There were ladies present, too, but much these people ever cared for that; they would swear before children, if the wind was their way when the factory was going.
This missionary knight's name was La Cote Male Taile, and he said that this castle was the abode of Morgan le Fay, sister of King Arthur, and wife of King Uriens, monarch of a realm about as big as the District of Columbia--you could stand in the middle of it and throw bricks into the next kingdom.

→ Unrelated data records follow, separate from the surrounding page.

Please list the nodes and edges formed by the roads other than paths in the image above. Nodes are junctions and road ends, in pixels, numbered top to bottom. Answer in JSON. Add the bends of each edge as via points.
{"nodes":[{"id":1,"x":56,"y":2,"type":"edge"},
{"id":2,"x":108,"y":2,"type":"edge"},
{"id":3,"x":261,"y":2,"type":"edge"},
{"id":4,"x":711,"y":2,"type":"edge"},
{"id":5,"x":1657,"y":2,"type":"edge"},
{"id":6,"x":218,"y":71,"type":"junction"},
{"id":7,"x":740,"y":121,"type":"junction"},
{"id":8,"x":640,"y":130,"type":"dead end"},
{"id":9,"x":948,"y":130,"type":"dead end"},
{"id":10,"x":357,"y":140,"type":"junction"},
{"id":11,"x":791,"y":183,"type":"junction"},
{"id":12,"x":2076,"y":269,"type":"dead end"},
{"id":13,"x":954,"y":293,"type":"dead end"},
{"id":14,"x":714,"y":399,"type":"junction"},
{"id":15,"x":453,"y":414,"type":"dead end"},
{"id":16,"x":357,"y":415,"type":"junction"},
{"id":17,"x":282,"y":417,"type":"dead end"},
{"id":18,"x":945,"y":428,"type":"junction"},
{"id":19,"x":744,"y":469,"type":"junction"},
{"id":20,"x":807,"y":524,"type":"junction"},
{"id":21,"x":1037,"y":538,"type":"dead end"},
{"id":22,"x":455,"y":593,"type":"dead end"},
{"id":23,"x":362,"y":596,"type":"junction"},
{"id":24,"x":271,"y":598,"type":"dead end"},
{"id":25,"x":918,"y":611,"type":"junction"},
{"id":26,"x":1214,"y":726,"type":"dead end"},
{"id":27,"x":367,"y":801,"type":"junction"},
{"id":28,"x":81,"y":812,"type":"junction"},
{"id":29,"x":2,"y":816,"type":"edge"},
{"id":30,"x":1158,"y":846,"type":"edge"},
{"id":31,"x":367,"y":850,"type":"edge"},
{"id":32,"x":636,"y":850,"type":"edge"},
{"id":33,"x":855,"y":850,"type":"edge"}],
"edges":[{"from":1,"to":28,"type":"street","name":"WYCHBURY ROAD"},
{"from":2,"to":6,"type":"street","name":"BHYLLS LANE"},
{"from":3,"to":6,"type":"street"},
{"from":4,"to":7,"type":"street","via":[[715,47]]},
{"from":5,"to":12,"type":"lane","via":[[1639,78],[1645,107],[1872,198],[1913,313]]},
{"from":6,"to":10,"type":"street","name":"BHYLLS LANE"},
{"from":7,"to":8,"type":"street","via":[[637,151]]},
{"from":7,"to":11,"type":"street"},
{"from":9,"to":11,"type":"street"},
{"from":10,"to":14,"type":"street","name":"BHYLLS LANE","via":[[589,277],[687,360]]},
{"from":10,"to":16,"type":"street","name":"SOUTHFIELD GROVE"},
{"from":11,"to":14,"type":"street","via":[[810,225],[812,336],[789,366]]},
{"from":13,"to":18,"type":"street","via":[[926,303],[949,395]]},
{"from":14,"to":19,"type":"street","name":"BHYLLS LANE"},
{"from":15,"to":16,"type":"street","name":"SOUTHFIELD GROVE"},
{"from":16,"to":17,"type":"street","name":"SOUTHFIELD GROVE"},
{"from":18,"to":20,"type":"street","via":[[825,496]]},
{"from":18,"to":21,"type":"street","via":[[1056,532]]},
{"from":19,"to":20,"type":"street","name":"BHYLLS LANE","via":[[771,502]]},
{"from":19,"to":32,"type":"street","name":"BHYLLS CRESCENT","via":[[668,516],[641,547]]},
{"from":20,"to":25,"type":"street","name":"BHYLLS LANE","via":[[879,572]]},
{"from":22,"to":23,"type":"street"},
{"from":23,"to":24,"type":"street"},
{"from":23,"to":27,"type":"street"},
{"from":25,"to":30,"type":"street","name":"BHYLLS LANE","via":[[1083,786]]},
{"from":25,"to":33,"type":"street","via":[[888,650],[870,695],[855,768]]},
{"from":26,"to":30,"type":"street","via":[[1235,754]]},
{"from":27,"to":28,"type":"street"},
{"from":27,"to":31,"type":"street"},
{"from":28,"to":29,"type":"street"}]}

"Kings" and "Kingdoms" were as thick in Britain as they had been in little Palestine in Joshua's time, when people had to sleep with their knees pulled up because they couldn't stretch out without a passport.
La Cote was much depressed, for he had scored here the worst failure of his campaign.

He had not worked off a cake; yet he had tried all the tricks of the trade, even to the washing of a hermit; but the hermit died.

This was, indeed, a bad failure, for this animal would now be dubbed a martyr, and would take his place among the saints of the Roman calendar.

Thus made he his moan, this poor Sir La Cote Male Taile, and sorrowed passing sore.